The problem. Copy every line of the records below that holds the word "Include".

Records for the exercise.
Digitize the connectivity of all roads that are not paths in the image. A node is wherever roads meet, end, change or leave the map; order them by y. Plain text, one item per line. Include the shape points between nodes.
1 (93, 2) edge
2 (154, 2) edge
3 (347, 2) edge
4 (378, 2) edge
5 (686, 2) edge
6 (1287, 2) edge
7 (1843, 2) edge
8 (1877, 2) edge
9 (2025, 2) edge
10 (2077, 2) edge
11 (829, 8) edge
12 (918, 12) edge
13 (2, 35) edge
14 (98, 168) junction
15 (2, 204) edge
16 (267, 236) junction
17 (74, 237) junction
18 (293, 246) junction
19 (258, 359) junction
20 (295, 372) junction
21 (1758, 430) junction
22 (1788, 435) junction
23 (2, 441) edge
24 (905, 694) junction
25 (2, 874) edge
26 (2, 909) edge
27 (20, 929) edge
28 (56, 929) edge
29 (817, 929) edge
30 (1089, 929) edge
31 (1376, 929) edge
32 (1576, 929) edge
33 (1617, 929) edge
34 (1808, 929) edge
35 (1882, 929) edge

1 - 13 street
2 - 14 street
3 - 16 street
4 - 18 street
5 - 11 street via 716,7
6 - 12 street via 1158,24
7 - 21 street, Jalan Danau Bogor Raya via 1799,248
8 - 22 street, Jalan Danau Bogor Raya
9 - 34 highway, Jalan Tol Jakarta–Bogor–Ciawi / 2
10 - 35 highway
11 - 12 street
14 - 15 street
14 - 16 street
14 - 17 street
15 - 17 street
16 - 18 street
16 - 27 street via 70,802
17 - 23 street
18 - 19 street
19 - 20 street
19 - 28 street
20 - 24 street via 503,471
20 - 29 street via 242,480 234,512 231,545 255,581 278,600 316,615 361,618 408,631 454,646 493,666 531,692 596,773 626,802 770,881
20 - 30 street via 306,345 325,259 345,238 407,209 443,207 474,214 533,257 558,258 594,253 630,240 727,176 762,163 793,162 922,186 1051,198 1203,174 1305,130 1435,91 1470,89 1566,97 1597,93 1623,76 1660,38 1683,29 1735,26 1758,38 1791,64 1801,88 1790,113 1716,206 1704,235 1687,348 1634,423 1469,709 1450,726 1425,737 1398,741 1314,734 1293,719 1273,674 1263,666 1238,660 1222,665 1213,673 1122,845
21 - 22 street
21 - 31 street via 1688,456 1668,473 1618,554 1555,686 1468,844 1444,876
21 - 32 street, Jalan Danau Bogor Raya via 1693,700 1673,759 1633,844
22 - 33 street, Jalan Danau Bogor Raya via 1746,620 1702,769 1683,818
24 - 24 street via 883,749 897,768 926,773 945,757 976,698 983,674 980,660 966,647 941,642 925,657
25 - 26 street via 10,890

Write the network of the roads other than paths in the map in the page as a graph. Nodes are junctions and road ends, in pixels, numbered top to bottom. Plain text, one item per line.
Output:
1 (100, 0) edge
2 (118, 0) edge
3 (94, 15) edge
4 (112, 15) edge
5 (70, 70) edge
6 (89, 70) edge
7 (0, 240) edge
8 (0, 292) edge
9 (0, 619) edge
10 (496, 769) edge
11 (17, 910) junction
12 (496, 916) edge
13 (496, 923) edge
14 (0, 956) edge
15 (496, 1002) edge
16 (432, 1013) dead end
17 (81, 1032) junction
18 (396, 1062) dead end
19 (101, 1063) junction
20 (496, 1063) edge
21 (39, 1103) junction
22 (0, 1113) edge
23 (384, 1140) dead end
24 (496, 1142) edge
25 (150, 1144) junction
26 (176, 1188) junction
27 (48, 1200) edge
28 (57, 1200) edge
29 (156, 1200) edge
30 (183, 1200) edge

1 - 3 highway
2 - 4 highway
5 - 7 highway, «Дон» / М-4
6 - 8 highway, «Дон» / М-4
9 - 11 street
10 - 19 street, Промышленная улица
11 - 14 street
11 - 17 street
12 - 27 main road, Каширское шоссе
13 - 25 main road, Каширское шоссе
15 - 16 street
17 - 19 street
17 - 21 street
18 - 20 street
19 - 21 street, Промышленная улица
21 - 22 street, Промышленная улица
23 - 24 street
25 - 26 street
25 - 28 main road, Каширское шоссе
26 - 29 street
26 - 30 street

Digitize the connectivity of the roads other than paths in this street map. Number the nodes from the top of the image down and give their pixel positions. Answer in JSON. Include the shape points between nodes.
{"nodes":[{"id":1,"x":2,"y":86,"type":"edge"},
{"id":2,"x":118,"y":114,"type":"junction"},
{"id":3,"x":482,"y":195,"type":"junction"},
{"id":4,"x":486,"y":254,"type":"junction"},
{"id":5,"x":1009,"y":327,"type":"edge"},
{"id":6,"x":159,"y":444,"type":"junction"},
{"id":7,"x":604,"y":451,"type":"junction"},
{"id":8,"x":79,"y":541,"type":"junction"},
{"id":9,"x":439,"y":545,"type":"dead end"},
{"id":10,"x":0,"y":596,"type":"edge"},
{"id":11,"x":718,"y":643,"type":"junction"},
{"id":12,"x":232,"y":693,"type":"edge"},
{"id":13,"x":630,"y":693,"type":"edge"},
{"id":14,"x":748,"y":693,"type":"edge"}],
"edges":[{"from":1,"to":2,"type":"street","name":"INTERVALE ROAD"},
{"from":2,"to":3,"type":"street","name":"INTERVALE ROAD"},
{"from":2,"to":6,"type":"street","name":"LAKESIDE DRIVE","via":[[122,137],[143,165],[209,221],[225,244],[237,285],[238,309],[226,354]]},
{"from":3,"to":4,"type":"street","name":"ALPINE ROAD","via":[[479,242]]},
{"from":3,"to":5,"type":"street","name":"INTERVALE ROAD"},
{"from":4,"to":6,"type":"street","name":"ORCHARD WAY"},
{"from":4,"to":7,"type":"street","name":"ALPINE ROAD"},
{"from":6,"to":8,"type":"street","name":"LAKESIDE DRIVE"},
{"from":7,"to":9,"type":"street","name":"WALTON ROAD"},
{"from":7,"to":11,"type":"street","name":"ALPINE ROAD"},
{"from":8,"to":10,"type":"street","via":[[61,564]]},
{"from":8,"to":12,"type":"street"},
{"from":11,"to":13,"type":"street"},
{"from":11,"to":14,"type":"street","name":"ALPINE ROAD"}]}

Output of the task.
Digitize the connectivity of all roads that are not paths in the image. A node is wherever roads meet, end, change or leave the map; order them by y. Plain text, one item per line. Include the shape points between nodes.
Digitize the connectivity of the roads other than paths in this street map. Number the nodes from the top of the image down and give their pixel positions. Answer in JSON. Include the shape points between nodes.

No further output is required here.